What is required: The only acceptable reply is the number of lines in the material below that hold "nodes".
***** Data for this exercise *****
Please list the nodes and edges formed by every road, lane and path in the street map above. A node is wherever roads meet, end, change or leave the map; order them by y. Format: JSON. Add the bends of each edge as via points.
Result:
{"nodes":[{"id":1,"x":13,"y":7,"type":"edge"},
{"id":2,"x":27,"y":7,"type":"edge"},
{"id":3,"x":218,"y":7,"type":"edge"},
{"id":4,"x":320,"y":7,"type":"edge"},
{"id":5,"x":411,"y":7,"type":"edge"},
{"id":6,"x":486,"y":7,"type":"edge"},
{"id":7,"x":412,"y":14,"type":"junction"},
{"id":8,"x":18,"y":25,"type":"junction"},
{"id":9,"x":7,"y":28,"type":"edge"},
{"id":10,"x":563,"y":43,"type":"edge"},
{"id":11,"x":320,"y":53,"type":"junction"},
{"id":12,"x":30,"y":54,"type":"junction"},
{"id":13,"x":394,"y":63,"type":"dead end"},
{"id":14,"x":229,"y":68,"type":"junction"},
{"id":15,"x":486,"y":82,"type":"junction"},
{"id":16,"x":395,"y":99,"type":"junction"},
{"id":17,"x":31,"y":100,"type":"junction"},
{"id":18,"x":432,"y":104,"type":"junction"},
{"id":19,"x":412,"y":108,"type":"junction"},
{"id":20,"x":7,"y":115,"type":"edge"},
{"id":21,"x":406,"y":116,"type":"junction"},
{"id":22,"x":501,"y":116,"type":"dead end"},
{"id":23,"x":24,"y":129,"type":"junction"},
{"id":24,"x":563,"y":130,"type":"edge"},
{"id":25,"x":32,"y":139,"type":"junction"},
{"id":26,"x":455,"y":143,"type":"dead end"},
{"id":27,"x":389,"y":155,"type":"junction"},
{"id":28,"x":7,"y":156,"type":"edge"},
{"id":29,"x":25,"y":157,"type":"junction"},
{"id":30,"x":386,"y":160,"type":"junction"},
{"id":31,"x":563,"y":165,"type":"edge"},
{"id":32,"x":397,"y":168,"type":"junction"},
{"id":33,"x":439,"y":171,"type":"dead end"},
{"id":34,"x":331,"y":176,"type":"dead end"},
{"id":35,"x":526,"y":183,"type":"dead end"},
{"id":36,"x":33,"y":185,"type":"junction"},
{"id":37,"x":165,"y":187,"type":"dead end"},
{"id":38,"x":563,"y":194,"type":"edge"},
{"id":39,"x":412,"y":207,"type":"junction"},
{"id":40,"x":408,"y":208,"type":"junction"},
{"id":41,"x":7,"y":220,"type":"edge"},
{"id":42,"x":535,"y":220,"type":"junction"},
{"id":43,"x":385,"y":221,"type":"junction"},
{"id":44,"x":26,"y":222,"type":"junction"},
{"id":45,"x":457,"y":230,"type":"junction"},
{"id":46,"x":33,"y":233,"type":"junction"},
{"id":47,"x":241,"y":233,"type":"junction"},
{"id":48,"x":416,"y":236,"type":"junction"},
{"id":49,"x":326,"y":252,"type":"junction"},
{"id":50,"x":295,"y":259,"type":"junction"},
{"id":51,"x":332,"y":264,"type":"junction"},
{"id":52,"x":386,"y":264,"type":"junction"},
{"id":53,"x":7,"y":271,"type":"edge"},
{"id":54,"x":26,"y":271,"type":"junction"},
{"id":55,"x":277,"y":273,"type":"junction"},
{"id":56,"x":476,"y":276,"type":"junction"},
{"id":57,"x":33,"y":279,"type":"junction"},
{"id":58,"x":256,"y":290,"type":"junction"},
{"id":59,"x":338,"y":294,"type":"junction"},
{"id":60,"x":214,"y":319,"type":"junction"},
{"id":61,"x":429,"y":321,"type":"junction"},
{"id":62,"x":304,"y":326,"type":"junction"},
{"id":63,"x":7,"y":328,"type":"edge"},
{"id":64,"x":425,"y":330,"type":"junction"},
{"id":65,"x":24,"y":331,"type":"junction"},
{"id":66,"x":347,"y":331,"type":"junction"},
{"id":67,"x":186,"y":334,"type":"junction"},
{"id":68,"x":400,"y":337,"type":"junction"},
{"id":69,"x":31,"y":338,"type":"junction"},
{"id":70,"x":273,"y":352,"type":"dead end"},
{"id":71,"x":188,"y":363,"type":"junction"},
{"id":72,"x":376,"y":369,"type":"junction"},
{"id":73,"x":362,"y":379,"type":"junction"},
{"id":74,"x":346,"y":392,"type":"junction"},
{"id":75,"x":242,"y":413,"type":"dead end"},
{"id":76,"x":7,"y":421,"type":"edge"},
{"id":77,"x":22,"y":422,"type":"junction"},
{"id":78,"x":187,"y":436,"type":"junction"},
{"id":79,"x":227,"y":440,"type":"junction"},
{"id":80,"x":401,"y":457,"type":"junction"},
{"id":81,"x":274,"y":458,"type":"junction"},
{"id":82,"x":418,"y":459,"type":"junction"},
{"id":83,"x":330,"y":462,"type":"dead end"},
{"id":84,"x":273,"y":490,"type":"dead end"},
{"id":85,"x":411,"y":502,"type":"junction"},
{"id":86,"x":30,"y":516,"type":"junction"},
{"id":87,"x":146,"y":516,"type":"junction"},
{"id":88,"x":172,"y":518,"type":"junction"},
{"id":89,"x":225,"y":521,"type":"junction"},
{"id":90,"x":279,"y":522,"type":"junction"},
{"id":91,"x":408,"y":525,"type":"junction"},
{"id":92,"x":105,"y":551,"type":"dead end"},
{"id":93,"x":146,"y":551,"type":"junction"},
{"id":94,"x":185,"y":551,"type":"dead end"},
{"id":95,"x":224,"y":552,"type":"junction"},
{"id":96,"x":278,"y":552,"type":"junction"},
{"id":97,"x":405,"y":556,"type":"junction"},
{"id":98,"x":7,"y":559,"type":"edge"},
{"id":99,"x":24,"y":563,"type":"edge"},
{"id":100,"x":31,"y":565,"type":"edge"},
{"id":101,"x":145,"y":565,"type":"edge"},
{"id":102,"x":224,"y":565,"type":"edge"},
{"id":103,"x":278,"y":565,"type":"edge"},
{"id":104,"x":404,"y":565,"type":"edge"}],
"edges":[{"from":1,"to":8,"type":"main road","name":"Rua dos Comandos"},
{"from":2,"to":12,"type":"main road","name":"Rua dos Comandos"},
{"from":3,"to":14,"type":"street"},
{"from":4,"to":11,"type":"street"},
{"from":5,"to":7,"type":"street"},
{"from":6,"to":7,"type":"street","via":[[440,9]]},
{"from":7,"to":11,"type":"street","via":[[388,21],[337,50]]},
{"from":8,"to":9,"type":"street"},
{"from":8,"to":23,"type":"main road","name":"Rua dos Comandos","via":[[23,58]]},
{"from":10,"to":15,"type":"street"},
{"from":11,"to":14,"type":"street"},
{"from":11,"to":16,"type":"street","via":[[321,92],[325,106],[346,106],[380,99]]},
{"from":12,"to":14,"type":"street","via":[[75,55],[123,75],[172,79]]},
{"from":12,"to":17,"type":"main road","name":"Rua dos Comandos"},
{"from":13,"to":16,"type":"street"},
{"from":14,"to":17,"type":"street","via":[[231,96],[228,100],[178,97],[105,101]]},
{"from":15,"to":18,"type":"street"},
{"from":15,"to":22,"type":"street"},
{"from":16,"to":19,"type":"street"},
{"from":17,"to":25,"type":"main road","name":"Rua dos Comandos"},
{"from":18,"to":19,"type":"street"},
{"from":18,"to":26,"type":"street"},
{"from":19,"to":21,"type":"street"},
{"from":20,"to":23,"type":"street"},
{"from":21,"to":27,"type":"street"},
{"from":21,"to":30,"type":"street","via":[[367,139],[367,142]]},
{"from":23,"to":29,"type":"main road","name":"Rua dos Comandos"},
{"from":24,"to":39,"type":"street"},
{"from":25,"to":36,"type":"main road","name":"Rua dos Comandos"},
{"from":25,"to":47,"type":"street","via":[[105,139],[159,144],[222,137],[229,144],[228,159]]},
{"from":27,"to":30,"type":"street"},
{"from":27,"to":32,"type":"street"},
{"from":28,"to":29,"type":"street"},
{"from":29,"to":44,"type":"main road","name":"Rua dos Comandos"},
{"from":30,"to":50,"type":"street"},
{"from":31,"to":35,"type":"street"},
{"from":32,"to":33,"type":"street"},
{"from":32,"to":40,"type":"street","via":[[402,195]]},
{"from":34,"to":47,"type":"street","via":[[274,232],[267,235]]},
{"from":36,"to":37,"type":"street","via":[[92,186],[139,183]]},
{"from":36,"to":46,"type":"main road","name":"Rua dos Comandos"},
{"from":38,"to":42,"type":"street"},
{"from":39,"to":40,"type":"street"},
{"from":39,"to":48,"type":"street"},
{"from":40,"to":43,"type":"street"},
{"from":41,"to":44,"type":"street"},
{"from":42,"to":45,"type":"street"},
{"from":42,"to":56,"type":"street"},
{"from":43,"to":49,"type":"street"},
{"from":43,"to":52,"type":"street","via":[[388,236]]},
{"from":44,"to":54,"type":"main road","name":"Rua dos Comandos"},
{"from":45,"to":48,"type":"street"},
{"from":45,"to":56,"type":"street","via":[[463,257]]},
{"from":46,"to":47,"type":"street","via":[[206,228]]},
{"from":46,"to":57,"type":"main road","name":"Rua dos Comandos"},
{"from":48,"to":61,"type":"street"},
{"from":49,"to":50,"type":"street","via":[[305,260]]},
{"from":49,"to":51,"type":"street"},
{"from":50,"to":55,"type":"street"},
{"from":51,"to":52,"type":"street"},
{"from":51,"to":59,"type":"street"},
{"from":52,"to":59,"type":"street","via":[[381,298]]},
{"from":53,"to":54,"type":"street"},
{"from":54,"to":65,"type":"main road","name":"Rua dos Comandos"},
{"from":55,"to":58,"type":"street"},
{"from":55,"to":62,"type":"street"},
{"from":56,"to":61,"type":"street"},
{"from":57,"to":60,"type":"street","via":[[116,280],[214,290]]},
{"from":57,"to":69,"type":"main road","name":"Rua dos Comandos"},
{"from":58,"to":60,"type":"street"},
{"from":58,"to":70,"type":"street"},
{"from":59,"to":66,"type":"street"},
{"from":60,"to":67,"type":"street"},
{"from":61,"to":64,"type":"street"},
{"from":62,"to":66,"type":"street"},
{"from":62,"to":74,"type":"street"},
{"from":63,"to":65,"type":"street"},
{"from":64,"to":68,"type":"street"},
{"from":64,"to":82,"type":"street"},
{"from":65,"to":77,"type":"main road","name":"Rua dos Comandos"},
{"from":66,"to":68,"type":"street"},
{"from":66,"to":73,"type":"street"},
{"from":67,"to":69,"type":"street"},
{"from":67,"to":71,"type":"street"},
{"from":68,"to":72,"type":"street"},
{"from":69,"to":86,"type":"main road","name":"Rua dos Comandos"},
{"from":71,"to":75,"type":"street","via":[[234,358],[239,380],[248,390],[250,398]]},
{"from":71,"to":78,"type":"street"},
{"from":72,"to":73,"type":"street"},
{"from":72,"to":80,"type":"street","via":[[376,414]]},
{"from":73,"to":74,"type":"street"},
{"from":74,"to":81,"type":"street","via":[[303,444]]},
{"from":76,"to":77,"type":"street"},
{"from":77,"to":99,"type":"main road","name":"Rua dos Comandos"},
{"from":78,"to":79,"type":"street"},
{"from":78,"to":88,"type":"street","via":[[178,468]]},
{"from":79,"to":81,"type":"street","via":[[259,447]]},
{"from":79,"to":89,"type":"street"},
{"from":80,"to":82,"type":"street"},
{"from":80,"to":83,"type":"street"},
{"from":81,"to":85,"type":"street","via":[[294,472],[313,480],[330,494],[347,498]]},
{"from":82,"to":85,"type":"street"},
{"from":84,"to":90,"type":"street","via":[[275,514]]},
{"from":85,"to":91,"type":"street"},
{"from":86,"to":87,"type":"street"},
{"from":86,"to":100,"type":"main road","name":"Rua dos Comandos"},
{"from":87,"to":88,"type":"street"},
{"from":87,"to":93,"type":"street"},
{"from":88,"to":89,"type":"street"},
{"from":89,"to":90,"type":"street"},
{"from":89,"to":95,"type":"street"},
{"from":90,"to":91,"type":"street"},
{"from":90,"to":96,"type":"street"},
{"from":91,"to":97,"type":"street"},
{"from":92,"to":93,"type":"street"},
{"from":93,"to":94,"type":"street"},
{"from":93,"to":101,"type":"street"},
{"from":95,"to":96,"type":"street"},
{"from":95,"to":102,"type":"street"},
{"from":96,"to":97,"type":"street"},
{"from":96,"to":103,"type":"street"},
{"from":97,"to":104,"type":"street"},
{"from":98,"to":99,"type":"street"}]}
*****
Exercise response: 2